_Problem requirements_. Every entry must be printed again exactly, with nothing left out.
================
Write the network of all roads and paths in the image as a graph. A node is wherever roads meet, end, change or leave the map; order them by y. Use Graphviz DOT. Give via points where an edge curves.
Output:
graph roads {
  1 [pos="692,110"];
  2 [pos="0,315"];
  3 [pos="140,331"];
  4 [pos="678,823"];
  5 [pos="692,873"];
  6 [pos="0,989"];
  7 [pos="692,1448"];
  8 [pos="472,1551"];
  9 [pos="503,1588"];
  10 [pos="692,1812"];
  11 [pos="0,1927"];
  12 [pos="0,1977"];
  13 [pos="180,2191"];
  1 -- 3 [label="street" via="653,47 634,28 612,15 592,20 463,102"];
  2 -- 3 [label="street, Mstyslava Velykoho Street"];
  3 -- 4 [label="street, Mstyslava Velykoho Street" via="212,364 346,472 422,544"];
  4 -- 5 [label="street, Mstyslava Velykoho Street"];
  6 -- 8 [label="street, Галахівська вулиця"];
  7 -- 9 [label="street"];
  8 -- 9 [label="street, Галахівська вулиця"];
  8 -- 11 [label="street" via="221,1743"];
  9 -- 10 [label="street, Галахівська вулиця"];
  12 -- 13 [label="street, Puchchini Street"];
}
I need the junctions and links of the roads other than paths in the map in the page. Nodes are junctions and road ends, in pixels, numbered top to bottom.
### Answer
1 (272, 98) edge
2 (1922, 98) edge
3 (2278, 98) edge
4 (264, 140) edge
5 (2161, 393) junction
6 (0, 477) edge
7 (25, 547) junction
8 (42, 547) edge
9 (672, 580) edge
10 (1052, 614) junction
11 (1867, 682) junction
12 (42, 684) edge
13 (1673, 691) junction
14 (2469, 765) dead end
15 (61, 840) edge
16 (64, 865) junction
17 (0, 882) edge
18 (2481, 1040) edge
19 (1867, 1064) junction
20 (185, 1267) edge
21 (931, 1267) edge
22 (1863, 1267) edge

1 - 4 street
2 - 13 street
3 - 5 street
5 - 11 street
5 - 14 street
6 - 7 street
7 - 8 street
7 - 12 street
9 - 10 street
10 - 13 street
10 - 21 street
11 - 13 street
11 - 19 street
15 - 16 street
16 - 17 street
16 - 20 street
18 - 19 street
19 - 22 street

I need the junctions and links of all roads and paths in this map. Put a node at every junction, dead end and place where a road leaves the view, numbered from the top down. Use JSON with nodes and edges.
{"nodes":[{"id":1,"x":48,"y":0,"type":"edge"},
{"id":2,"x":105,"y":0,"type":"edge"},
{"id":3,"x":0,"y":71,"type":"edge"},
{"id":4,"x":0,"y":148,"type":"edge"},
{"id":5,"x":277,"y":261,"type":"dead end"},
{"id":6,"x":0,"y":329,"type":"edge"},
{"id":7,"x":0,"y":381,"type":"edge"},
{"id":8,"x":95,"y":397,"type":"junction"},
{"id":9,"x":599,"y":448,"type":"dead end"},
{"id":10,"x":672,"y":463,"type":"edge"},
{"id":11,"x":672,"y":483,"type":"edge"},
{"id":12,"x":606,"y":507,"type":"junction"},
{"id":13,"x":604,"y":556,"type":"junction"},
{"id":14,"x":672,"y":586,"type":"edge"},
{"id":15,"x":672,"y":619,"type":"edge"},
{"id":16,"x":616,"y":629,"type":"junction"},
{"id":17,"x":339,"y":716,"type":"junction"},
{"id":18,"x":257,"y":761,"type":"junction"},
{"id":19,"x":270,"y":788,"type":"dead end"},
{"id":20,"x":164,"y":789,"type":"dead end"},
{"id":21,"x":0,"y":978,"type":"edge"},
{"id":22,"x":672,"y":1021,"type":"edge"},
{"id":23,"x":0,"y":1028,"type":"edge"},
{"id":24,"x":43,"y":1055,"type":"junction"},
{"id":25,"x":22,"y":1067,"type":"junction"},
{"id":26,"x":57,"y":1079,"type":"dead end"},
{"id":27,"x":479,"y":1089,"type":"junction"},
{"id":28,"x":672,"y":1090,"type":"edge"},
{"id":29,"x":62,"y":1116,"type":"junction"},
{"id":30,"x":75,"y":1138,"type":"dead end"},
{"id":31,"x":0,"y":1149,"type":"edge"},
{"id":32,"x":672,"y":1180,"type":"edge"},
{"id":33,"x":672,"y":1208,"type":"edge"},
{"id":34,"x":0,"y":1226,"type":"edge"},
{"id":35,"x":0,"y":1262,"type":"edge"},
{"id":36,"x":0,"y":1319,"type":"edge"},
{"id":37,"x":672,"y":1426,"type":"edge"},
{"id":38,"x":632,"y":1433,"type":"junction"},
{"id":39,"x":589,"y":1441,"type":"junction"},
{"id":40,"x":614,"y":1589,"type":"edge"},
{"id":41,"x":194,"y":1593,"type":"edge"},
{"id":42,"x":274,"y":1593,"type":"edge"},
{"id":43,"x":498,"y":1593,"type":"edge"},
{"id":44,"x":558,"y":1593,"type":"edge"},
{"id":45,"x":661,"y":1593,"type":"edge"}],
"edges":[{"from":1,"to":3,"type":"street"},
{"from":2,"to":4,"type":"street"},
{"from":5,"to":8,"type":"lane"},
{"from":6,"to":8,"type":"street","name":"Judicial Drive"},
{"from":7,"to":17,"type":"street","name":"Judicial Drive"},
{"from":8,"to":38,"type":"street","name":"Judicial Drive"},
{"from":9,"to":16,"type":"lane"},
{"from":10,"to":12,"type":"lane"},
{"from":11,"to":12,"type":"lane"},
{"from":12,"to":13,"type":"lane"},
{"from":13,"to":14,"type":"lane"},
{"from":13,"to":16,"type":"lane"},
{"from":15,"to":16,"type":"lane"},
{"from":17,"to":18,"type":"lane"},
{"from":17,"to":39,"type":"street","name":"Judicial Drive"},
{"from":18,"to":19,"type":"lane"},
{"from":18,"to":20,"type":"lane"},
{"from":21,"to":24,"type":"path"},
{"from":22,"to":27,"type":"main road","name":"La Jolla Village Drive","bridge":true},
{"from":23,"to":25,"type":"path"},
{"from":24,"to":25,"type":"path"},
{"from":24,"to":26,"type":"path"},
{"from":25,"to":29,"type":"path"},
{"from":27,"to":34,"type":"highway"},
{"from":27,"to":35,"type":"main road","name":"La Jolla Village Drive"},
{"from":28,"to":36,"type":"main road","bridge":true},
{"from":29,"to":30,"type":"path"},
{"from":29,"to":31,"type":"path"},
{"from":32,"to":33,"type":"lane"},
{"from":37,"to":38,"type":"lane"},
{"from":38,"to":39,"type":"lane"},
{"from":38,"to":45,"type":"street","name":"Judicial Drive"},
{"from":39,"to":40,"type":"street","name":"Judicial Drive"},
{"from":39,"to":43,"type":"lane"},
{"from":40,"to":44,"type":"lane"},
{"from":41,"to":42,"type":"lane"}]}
================
_Your response_.
Write the network of all roads and paths in the image as a graph. A node is wherever roads meet, end, change or leave the map; order them by y. Use Graphviz DOT. Give via points where an edge curves.
Output:
graph roads {
  1 [pos="692,110"];
  2 [pos="0,315"];
  3 [pos="140,331"];
  4 [pos="678,823"];
  5 [pos="692,873"];
  6 [pos="0,989"];
  7 [pos="692,1448"];
  8 [pos="472,1551"];
  9 [pos="503,1588"];
  10 [pos="692,1812"];
  11 [pos="0,1927"];
  12 [pos="0,1977"];
  13 [pos="180,2191"];
  1 -- 3 [label="street" via="653,47 634,28 612,15 592,20 463,102"];
  2 -- 3 [label="street, Mstyslava Velykoho Street"];
  3 -- 4 [label="street, Mstyslava Velykoho Street" via="212,364 346,472 422,544"];
  4 -- 5 [label="street, Mstyslava Velykoho Street"];
  6 -- 8 [label="street, Галахівська вулиця"];
  7 -- 9 [label="street"];
  8 -- 9 [label="street, Галахівська вулиця"];
  8 -- 11 [label="street" via="221,1743"];
  9 -- 10 [label="street, Галахівська вулиця"];
  12 -- 13 [label="street, Puchchini Street"];
}
I need the junctions and links of the roads other than paths in the map in the page. Nodes are junctions and road ends, in pixels, numbered top to bottom.
### Answer
1 (272, 98) edge
2 (1922, 98) edge
3 (2278, 98) edge
4 (264, 140) edge
5 (2161, 393) junction
6 (0, 477) edge
7 (25, 547) junction
8 (42, 547) edge
9 (672, 580) edge
10 (1052, 614) junction
11 (1867, 682) junction
12 (42, 684) edge
13 (1673, 691) junction
14 (2469, 765) dead end
15 (61, 840) edge
16 (64, 865) junction
17 (0, 882) edge
18 (2481, 1040) edge
19 (1867, 1064) junction
20 (185, 1267) edge
21 (931, 1267) edge
22 (1863, 1267) edge

1 - 4 street
2 - 13 street
3 - 5 street
5 - 11 street
5 - 14 street
6 - 7 street
7 - 8 street
7 - 12 street
9 - 10 street
10 - 13 street
10 - 21 street
11 - 13 street
11 - 19 street
15 - 16 street
16 - 17 street
16 - 20 street
18 - 19 street
19 - 22 street

I need the junctions and links of all roads and paths in this map. Put a node at every junction, dead end and place where a road leaves the view, numbered from the top down. Use JSON with nodes and edges.
{"nodes":[{"id":1,"x":48,"y":0,"type":"edge"},
{"id":2,"x":105,"y":0,"type":"edge"},
{"id":3,"x":0,"y":71,"type":"edge"},
{"id":4,"x":0,"y":148,"type":"edge"},
{"id":5,"x":277,"y":261,"type":"dead end"},
{"id":6,"x":0,"y":329,"type":"edge"},
{"id":7,"x":0,"y":381,"type":"edge"},
{"id":8,"x":95,"y":397,"type":"junction"},
{"id":9,"x":599,"y":448,"type":"dead end"},
{"id":10,"x":672,"y":463,"type":"edge"},
{"id":11,"x":672,"y":483,"type":"edge"},
{"id":12,"x":606,"y":507,"type":"junction"},
{"id":13,"x":604,"y":556,"type":"junction"},
{"id":14,"x":672,"y":586,"type":"edge"},
{"id":15,"x":672,"y":619,"type":"edge"},
{"id":16,"x":616,"y":629,"type":"junction"},
{"id":17,"x":339,"y":716,"type":"junction"},
{"id":18,"x":257,"y":761,"type":"junction"},
{"id":19,"x":270,"y":788,"type":"dead end"},
{"id":20,"x":164,"y":789,"type":"dead end"},
{"id":21,"x":0,"y":978,"type":"edge"},
{"id":22,"x":672,"y":1021,"type":"edge"},
{"id":23,"x":0,"y":1028,"type":"edge"},
{"id":24,"x":43,"y":1055,"type":"junction"},
{"id":25,"x":22,"y":1067,"type":"junction"},
{"id":26,"x":57,"y":1079,"type":"dead end"},
{"id":27,"x":479,"y":1089,"type":"junction"},
{"id":28,"x":672,"y":1090,"type":"edge"},
{"id":29,"x":62,"y":1116,"type":"junction"},
{"id":30,"x":75,"y":1138,"type":"dead end"},
{"id":31,"x":0,"y":1149,"type":"edge"},
{"id":32,"x":672,"y":1180,"type":"edge"},
{"id":33,"x":672,"y":1208,"type":"edge"},
{"id":34,"x":0,"y":1226,"type":"edge"},
{"id":35,"x":0,"y":1262,"type":"edge"},
{"id":36,"x":0,"y":1319,"type":"edge"},
{"id":37,"x":672,"y":1426,"type":"edge"},
{"id":38,"x":632,"y":1433,"type":"junction"},
{"id":39,"x":589,"y":1441,"type":"junction"},
{"id":40,"x":614,"y":1589,"type":"edge"},
{"id":41,"x":194,"y":1593,"type":"edge"},
{"id":42,"x":274,"y":1593,"type":"edge"},
{"id":43,"x":498,"y":1593,"type":"edge"},
{"id":44,"x":558,"y":1593,"type":"edge"},
{"id":45,"x":661,"y":1593,"type":"edge"}],
"edges":[{"from":1,"to":3,"type":"street"},
{"from":2,"to":4,"type":"street"},
{"from":5,"to":8,"type":"lane"},
{"from":6,"to":8,"type":"street","name":"Judicial Drive"},
{"from":7,"to":17,"type":"street","name":"Judicial Drive"},
{"from":8,"to":38,"type":"street","name":"Judicial Drive"},
{"from":9,"to":16,"type":"lane"},
{"from":10,"to":12,"type":"lane"},
{"from":11,"to":12,"type":"lane"},
{"from":12,"to":13,"type":"lane"},
{"from":13,"to":14,"type":"lane"},
{"from":13,"to":16,"type":"lane"},
{"from":15,"to":16,"type":"lane"},
{"from":17,"to":18,"type":"lane"},
{"from":17,"to":39,"type":"street","name":"Judicial Drive"},
{"from":18,"to":19,"type":"lane"},
{"from":18,"to":20,"type":"lane"},
{"from":21,"to":24,"type":"path"},
{"from":22,"to":27,"type":"main road","name":"La Jolla Village Drive","bridge":true},
{"from":23,"to":25,"type":"path"},
{"from":24,"to":25,"type":"path"},
{"from":24,"to":26,"type":"path"},
{"from":25,"to":29,"type":"path"},
{"from":27,"to":34,"type":"highway"},
{"from":27,"to":35,"type":"main road","name":"La Jolla Village Drive"},
{"from":28,"to":36,"type":"main road","bridge":true},
{"from":29,"to":30,"type":"path"},
{"from":29,"to":31,"type":"path"},
{"from":32,"to":33,"type":"lane"},
{"from":37,"to":38,"type":"lane"},
{"from":38,"to":39,"type":"lane"},
{"from":38,"to":45,"type":"street","name":"Judicial Drive"},
{"from":39,"to":40,"type":"street","name":"Judicial Drive"},
{"from":39,"to":43,"type":"lane"},
{"from":40,"to":44,"type":"lane"},
{"from":41,"to":42,"type":"lane"}]}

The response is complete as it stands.